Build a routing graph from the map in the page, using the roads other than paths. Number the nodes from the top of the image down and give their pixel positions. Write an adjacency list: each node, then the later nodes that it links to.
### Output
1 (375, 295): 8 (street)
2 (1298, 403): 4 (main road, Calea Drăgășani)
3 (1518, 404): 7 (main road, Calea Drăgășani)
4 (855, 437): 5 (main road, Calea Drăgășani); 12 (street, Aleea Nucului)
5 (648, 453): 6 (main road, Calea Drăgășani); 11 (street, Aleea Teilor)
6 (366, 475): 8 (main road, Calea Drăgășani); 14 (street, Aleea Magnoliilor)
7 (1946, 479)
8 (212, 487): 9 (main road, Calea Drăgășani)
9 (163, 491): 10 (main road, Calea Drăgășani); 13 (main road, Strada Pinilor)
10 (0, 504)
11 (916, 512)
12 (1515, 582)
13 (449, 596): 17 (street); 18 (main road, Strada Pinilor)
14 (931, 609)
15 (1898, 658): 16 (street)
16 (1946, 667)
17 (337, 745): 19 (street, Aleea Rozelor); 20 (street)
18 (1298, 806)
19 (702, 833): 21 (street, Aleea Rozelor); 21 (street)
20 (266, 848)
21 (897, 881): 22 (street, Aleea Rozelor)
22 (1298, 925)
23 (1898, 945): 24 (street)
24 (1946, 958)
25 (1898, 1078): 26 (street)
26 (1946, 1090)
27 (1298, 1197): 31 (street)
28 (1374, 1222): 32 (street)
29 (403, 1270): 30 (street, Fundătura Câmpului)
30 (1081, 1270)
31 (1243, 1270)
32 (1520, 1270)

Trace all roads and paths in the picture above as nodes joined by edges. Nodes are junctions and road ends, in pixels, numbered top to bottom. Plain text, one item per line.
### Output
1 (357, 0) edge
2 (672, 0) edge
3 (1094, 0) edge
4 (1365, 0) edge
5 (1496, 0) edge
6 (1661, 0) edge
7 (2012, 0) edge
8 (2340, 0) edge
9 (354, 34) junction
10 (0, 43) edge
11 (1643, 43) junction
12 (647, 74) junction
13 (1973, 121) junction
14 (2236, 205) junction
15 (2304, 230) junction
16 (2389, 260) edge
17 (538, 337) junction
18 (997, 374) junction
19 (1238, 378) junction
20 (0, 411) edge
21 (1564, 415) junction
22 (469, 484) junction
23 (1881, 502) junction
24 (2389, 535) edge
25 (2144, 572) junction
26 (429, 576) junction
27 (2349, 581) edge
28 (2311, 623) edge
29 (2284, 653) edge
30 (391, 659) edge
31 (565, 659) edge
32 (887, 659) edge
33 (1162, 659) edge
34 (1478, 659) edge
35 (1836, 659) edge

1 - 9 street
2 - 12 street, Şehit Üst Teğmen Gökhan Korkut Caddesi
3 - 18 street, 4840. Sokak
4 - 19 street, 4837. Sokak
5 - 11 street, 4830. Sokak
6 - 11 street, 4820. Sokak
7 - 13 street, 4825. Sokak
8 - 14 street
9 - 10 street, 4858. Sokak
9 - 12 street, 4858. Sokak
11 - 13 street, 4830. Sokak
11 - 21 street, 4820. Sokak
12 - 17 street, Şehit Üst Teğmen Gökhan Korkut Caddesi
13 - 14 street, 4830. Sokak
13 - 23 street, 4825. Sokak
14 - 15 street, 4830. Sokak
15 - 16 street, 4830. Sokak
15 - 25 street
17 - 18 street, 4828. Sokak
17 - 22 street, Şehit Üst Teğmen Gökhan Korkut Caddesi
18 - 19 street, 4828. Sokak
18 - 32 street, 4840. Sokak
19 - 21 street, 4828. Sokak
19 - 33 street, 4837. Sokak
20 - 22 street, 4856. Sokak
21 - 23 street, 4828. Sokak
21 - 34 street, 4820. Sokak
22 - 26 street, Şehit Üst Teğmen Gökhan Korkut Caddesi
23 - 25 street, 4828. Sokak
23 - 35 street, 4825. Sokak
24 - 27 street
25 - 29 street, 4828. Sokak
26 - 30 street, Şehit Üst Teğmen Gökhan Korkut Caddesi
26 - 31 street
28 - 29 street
===
§ **What is being asked**: Please give back all of the data exactly as it appears.

§ **Problem solution**:
Build a routing graph from the map in the page, using the roads other than paths. Number the nodes from the top of the image down and give their pixel positions. Write an adjacency list: each node, then the later nodes that it links to.
### Output
1 (375, 295): 8 (street)
2 (1298, 403): 4 (main road, Calea Drăgășani)
3 (1518, 404): 7 (main road, Calea Drăgășani)
4 (855, 437): 5 (main road, Calea Drăgășani); 12 (street, Aleea Nucului)
5 (648, 453): 6 (main road, Calea Drăgășani); 11 (street, Aleea Teilor)
6 (366, 475): 8 (main road, Calea Drăgășani); 14 (street, Aleea Magnoliilor)
7 (1946, 479)
8 (212, 487): 9 (main road, Calea Drăgășani)
9 (163, 491): 10 (main road, Calea Drăgășani); 13 (main road, Strada Pinilor)
10 (0, 504)
11 (916, 512)
12 (1515, 582)
13 (449, 596): 17 (street); 18 (main road, Strada Pinilor)
14 (931, 609)
15 (1898, 658): 16 (street)
16 (1946, 667)
17 (337, 745): 19 (street, Aleea Rozelor); 20 (street)
18 (1298, 806)
19 (702, 833): 21 (street, Aleea Rozelor); 21 (street)
20 (266, 848)
21 (897, 881): 22 (street, Aleea Rozelor)
22 (1298, 925)
23 (1898, 945): 24 (street)
24 (1946, 958)
25 (1898, 1078): 26 (street)
26 (1946, 1090)
27 (1298, 1197): 31 (street)
28 (1374, 1222): 32 (street)
29 (403, 1270): 30 (street, Fundătura Câmpului)
30 (1081, 1270)
31 (1243, 1270)
32 (1520, 1270)

Trace all roads and paths in the picture above as nodes joined by edges. Nodes are junctions and road ends, in pixels, numbered top to bottom. Plain text, one item per line.
### Output
1 (357, 0) edge
2 (672, 0) edge
3 (1094, 0) edge
4 (1365, 0) edge
5 (1496, 0) edge
6 (1661, 0) edge
7 (2012, 0) edge
8 (2340, 0) edge
9 (354, 34) junction
10 (0, 43) edge
11 (1643, 43) junction
12 (647, 74) junction
13 (1973, 121) junction
14 (2236, 205) junction
15 (2304, 230) junction
16 (2389, 260) edge
17 (538, 337) junction
18 (997, 374) junction
19 (1238, 378) junction
20 (0, 411) edge
21 (1564, 415) junction
22 (469, 484) junction
23 (1881, 502) junction
24 (2389, 535) edge
25 (2144, 572) junction
26 (429, 576) junction
27 (2349, 581) edge
28 (2311, 623) edge
29 (2284, 653) edge
30 (391, 659) edge
31 (565, 659) edge
32 (887, 659) edge
33 (1162, 659) edge
34 (1478, 659) edge
35 (1836, 659) edge

1 - 9 street
2 - 12 street, Şehit Üst Teğmen Gökhan Korkut Caddesi
3 - 18 street, 4840. Sokak
4 - 19 street, 4837. Sokak
5 - 11 street, 4830. Sokak
6 - 11 street, 4820. Sokak
7 - 13 street, 4825. Sokak
8 - 14 street
9 - 10 street, 4858. Sokak
9 - 12 street, 4858. Sokak
11 - 13 street, 4830. Sokak
11 - 21 street, 4820. Sokak
12 - 17 street, Şehit Üst Teğmen Gökhan Korkut Caddesi
13 - 14 street, 4830. Sokak
13 - 23 street, 4825. Sokak
14 - 15 street, 4830. Sokak
15 - 16 street, 4830. Sokak
15 - 25 street
17 - 18 street, 4828. Sokak
17 - 22 street, Şehit Üst Teğmen Gökhan Korkut Caddesi
18 - 19 street, 4828. Sokak
18 - 32 street, 4840. Sokak
19 - 21 street, 4828. Sokak
19 - 33 street, 4837. Sokak
20 - 22 street, 4856. Sokak
21 - 23 street, 4828. Sokak
21 - 34 street, 4820. Sokak
22 - 26 street, Şehit Üst Teğmen Gökhan Korkut Caddesi
23 - 25 street, 4828. Sokak
23 - 35 street, 4825. Sokak
24 - 27 street
25 - 29 street, 4828. Sokak
26 - 30 street, Şehit Üst Teğmen Gökhan Korkut Caddesi
26 - 31 street
28 - 29 street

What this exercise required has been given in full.